The day of farewells was moodily sunny, and smelt of sun-simmered heather and the rosemary in the kitchen garden. In the bustling stables and courtyard, the dogs picked up on the mood, barking, whining and trotting nervously behind one person, then another.
Makepeace was kept busy preparing provisions in the kitchen, groggy from a poor night’s sleep. She had never had a serious argument with James before, and it had left her feeling sick and unmoored. The memory of her last quarrel with Mother gnawed at her mind, and she was haunted by a superstitious dread that if she did not make peace with James, something terrible would happen.
Even when she came up to the courtyard, there was no chance to speak with her brother, for he was busy helping Symond Fellmotte prepare for his departure.
Symond was muffled in a good coat of oiled elk-hide, his boots and ruff gleaming, his gold-white ringlets aflutter on the breeze. The restlessness of his gloved hands and slush-coloured eyes were the only signs that he was not perfectly at ease. Not for the first time, Makepeace was struck by the contrast between Symond’s ice-blond self-control and James’s easy vagabond grin. And yet, as Makepeace watched them murmur earnestly together, she sensed their closeness. This was a part of James’s life in which she had no share, a world of male daring and camaraderie.

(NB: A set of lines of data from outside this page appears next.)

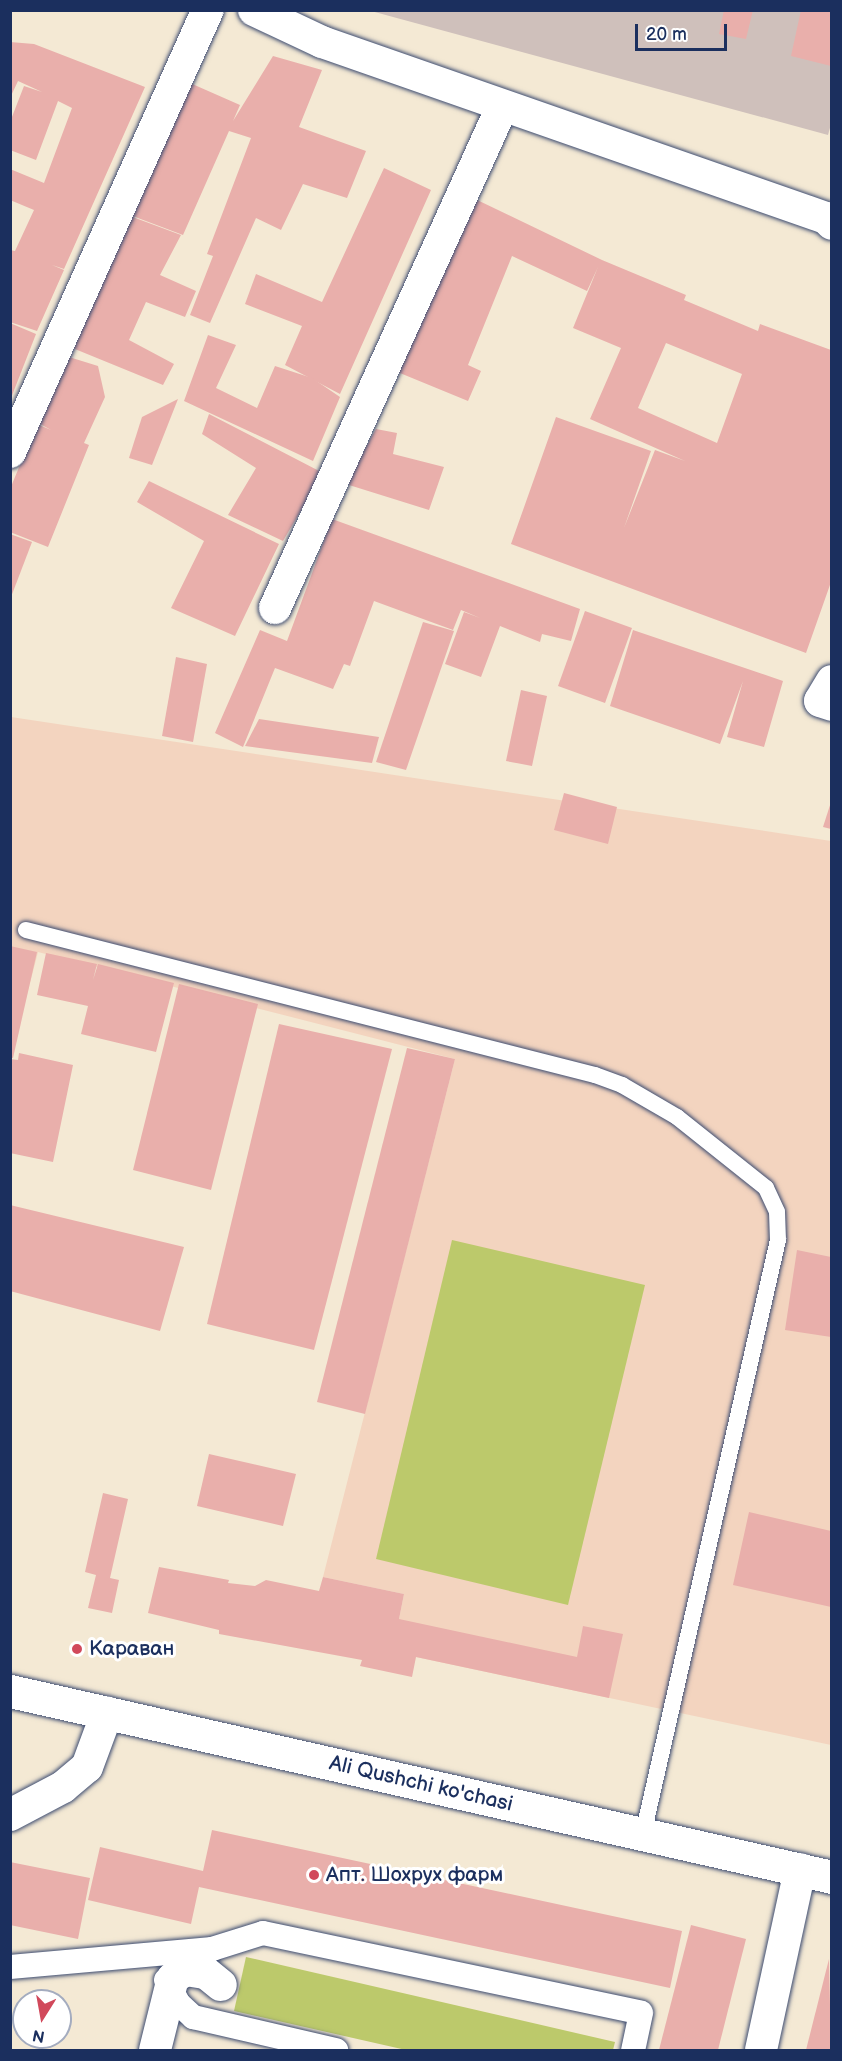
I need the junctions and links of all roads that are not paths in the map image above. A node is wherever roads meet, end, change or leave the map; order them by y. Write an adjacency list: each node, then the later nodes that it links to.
1 (208, 10): 5 (street)
2 (254, 10): 3 (street)
3 (502, 107): 4 (street); 6 (street)
4 (830, 218)
5 (10, 452)
6 (275, 608)
7 (831, 681): 8 (street)
8 (831, 705)
9 (26, 930): 13 (lane)
10 (10, 1691): 11 (main road, Ali Qushchi ko'chasi)
11 (107, 1713): 12 (street); 13 (main road, Ali Qushchi ko'chasi)
12 (10, 1815)
13 (643, 1834): 14 (main road, Ali Qushchi ko'chasi)
14 (800, 1869): 15 (main road, Ali Qushchi ko'chasi); 23 (street)
15 (831, 1877)
16 (153, 1954): 17 (street); 19 (street); 22 (street)
17 (10, 1967)
18 (221, 1985): 19 (street)
19 (170, 1989): 20 (street); 21 (street)
20 (155, 2050)
21 (336, 2050)
22 (633, 2050)
23 (761, 2050)

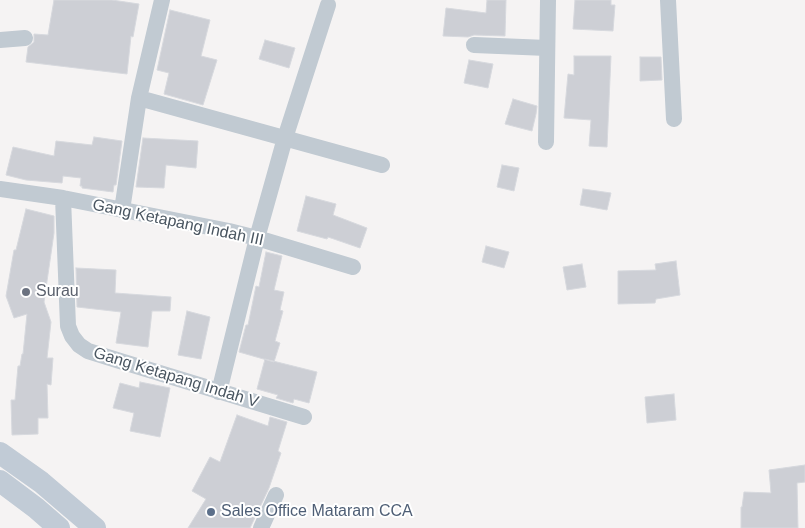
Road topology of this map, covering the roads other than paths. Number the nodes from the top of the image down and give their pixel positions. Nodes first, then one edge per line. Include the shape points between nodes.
1 (162, 0) edge
2 (548, 0) edge
3 (668, 0) edge
4 (328, 5) dead end
5 (25, 38) dead end
6 (0, 40) edge
7 (474, 45) dead end
8 (547, 48) junction
9 (139, 98) junction
10 (674, 119) dead end
11 (285, 138) junction
12 (546, 142) dead end
13 (382, 165) dead end
14 (0, 189) edge
15 (62, 198) junction
16 (122, 210) junction
17 (257, 238) junction
18 (353, 267) dead end
19 (219, 392) junction
20 (304, 417) dead end
21 (0, 453) edge
22 (0, 482) edge
23 (276, 495) dead end
24 (59, 528) edge
25 (95, 528) edge
26 (261, 528) edge

1 - 9 street
2 - 8 street
3 - 10 street
4 - 11 street
5 - 6 street
7 - 8 street
8 - 12 street
9 - 11 street
9 - 16 street
11 - 13 street
11 - 17 street
14 - 15 street, Gang Ketapang Indah III
15 - 16 street, Gang Ketapang Indah III
15 - 19 street, Gang Ketapang Indah V via 68,320 75,341 88,351
16 - 17 street, Gang Ketapang Indah III
17 - 18 street, Gang Ketapang Indah III
17 - 19 street
19 - 20 street, Gang Ketapang Indah V
21 - 25 main road via 41,482
22 - 24 main road
23 - 26 street

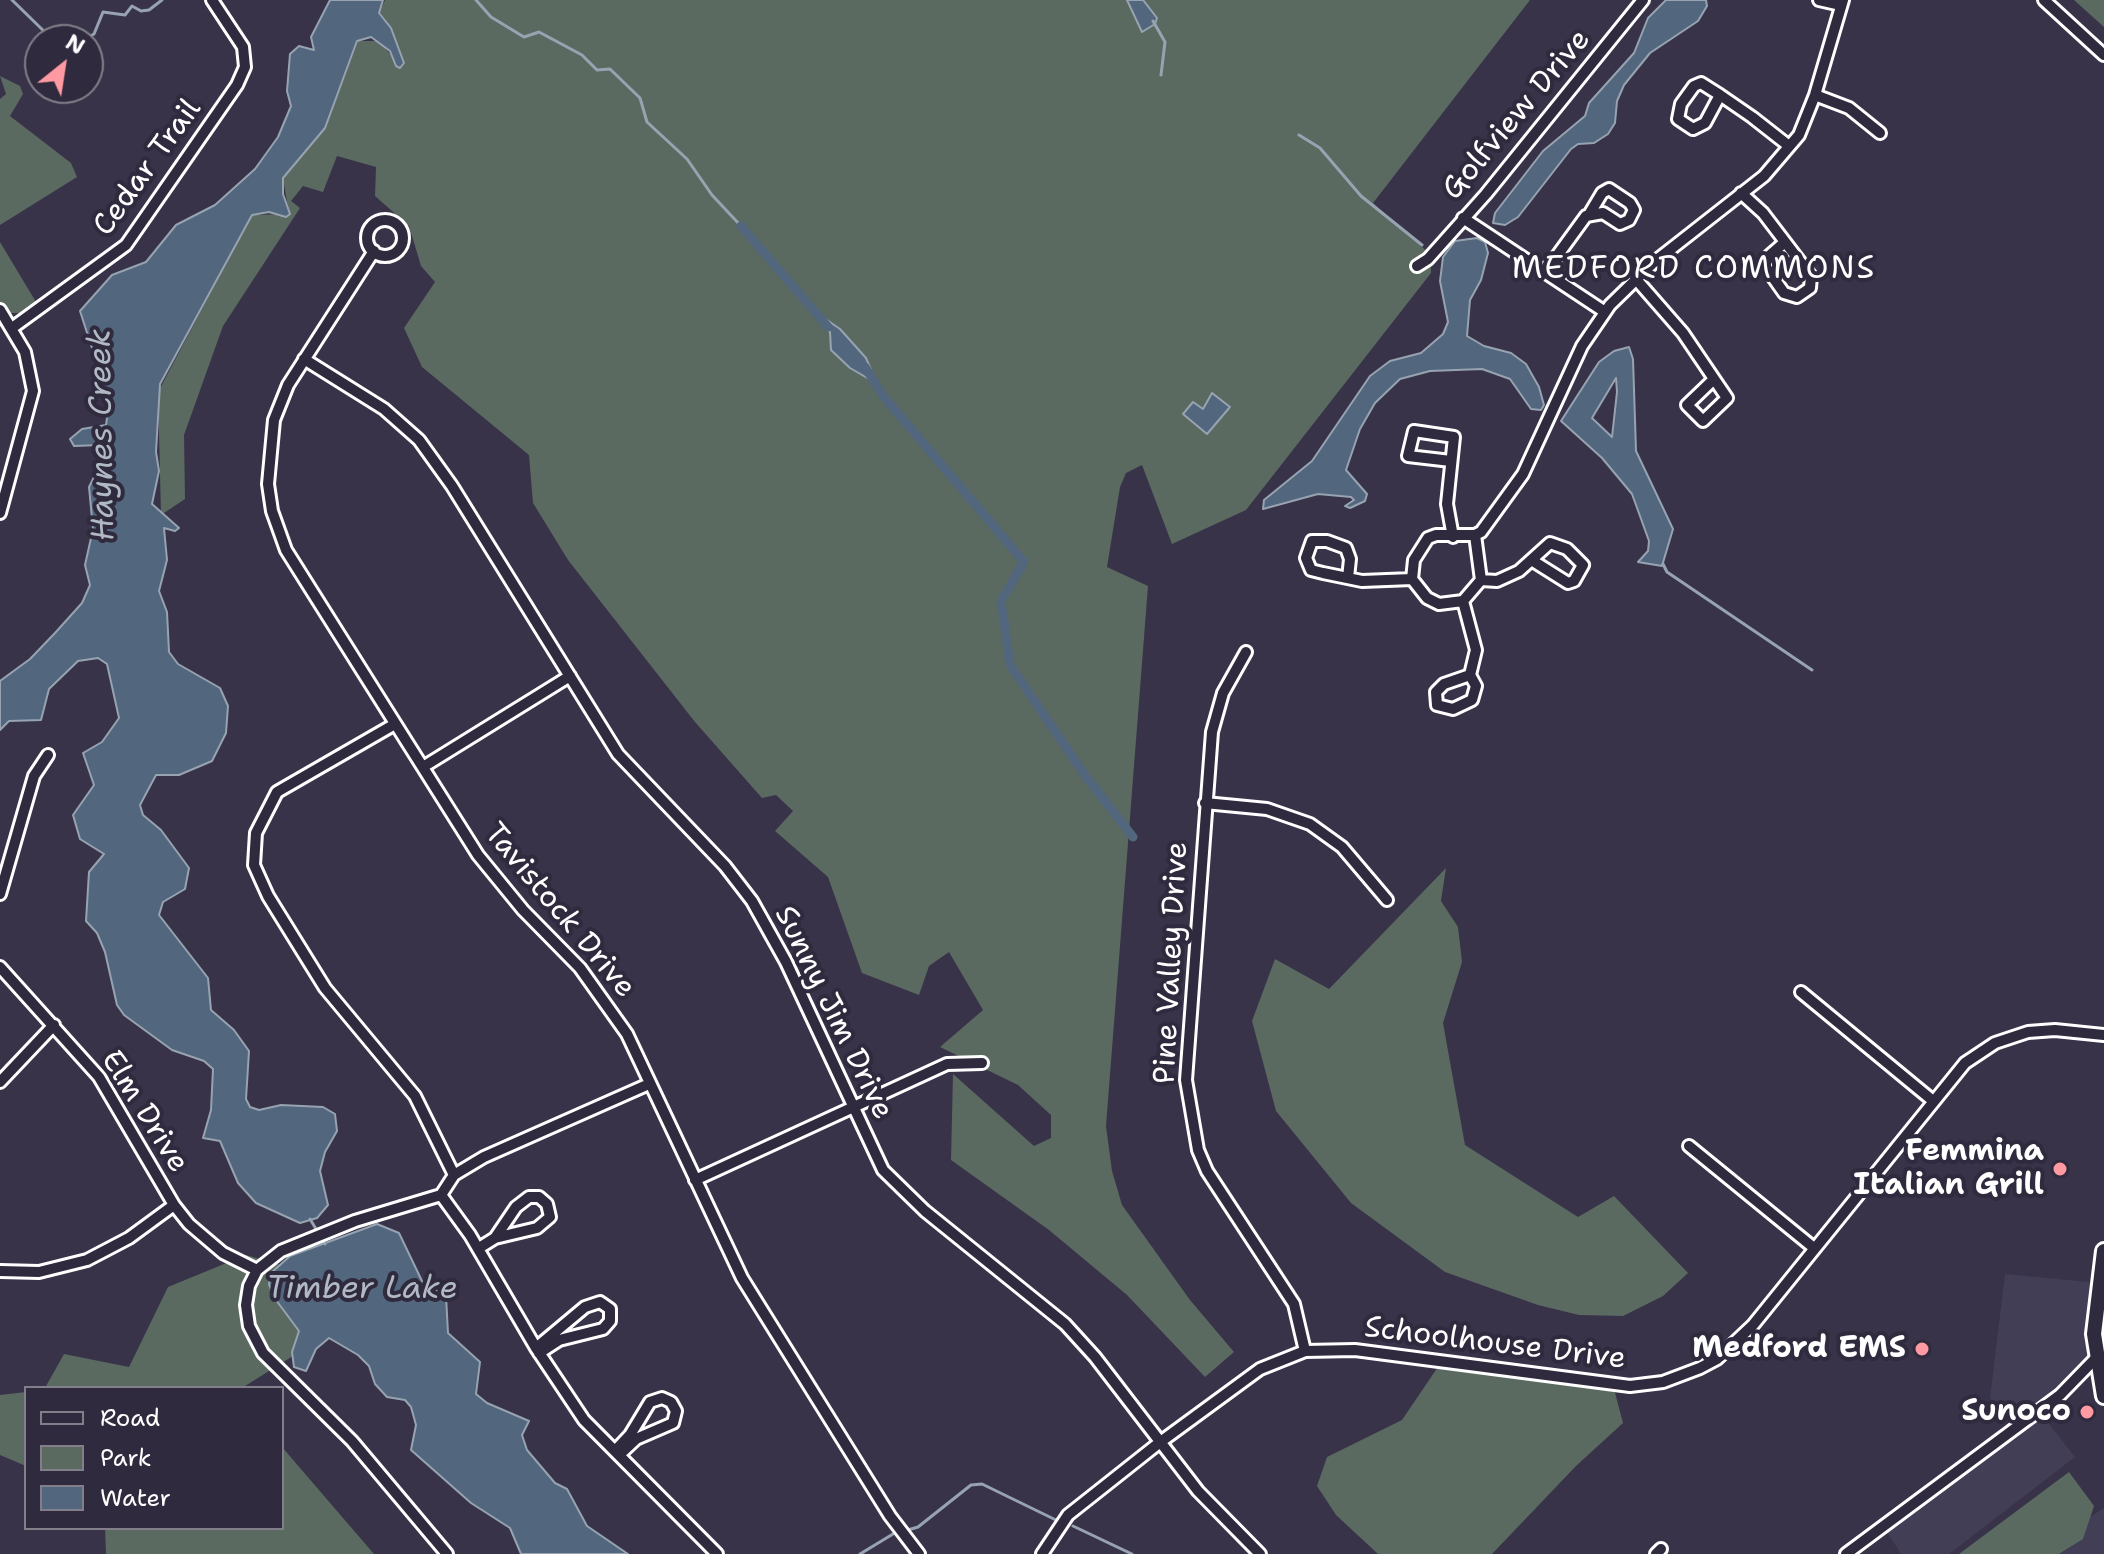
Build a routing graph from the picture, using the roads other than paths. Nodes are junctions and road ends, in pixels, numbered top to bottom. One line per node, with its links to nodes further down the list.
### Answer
1 (212, 0): 21 (street, Cedar Trail)
2 (1643, 0): 13 (street, Golfview Drive)
3 (1819, 0): 5 (street)
4 (2044, 0): 6 (street)
5 (1842, 2): 8 (street)
6 (2104, 55)
7 (1720, 95): 7 (street); 10 (street)
8 (1815, 95): 9 (street); 10 (street)
9 (1880, 133)
10 (1789, 146): 11 (street)
11 (1741, 193): 14 (street); 18 (street)
12 (1590, 213): 17 (street)
13 (1463, 218): 16 (street, Golfview Drive); 17 (street)
14 (1785, 242): 14 (street)
15 (374, 251): 22 (street, Tavistock Drive)
16 (1417, 266)
17 (1546, 271): 20 (street)
18 (1635, 278): 20 (street); 23 (street)
19 (0, 310): 21 (street)
20 (1605, 312): 26 (street)
21 (12, 328): 25 (street)
22 (304, 359): 35 (street, Sunny Jim Drive); 36 (street, Tavistock Drive)
23 (1713, 380)
24 (1451, 461): 24 (street); 27 (street)
25 (0, 513)
26 (1475, 535): 27 (street); 31 (street)
27 (1453, 537): 30 (street)
28 (1533, 561): 28 (street); 31 (street)
29 (1348, 578): 29 (street); 30 (street)
30 (1412, 579): 32 (street)
31 (1481, 580): 32 (street)
32 (1463, 601): 34 (street)
33 (1246, 652): 39 (street, Pine Valley Drive)
34 (1470, 675)
35 (570, 676): 38 (street); 50 (street, Sunny Jim Drive)
36 (395, 724): 38 (street, Tavistock Drive); 52 (street)
37 (48, 755): 40 (street)
38 (423, 767): 48 (street, Tavistock Drive)
39 (1205, 803): 41 (street); 63 (street, Pine Valley Drive)
40 (0, 894)
41 (1387, 900)
42 (0, 967): 44 (street, Elm Drive)
43 (1801, 992): 49 (street)
44 (54, 1025): 47 (street); 55 (street, Elm Drive)
45 (2104, 1035): 49 (street, Schoolhouse Drive)
46 (982, 1063): 50 (street)
47 (0, 1082)
48 (649, 1084): 52 (street); 53 (street, Tavistock Drive)
49 (1932, 1100): 58 (street, Schoolhouse Drive)
50 (852, 1108): 53 (street); 66 (street, Sunny Jim Drive)
51 (1689, 1146): 58 (street)
52 (454, 1175): 54 (street)
53 (695, 1180): 70 (street, Tavistock Drive)
54 (441, 1195): 57 (street); 60 (street)
55 (174, 1205): 60 (street, Elm Drive); 61 (street)
56 (495, 1238): 56 (street); 57 (street)
57 (479, 1248): 62 (street)
58 (1814, 1248): 63 (street, Schoolhouse Drive)
59 (2104, 1251): 64 (main road)
60 (257, 1270): 68 (street)
61 (0, 1271)
62 (537, 1350): 62 (street); 67 (street)
63 (1305, 1351): 66 (street, Schoolhouse Drive)
64 (2100, 1355): 65 (main road); 73 (street)
65 (2104, 1396)
66 (1159, 1443): 71 (street, Schoolhouse Drive); 72 (street, Sunny Jim Drive)
67 (617, 1453): 67 (street); 69 (street)
68 (447, 1554)
69 (717, 1554)
70 (919, 1554)
71 (1042, 1554)
72 (1260, 1554)
73 (1846, 1554)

The broad-shouldered Sir Anthony was first to mount up. His horse did not like him, for they seldom liked the Elders and Betters. But like every animal on the estate, it was cowed into quivering, absolute obedience. The next horse was taken by his son Robert, a tall, dark-browed young man who seemed to spend his life glancing at his father for approval.
Before Symond could saddle up, Lord Fellmotte came out into the courtyard and ceremonially embraced his son. It was a clasp without warmth, like that between buckle and strap. Makepeace wondered what it could possibly be like, to be hugged by your father’s ghost-infested shell.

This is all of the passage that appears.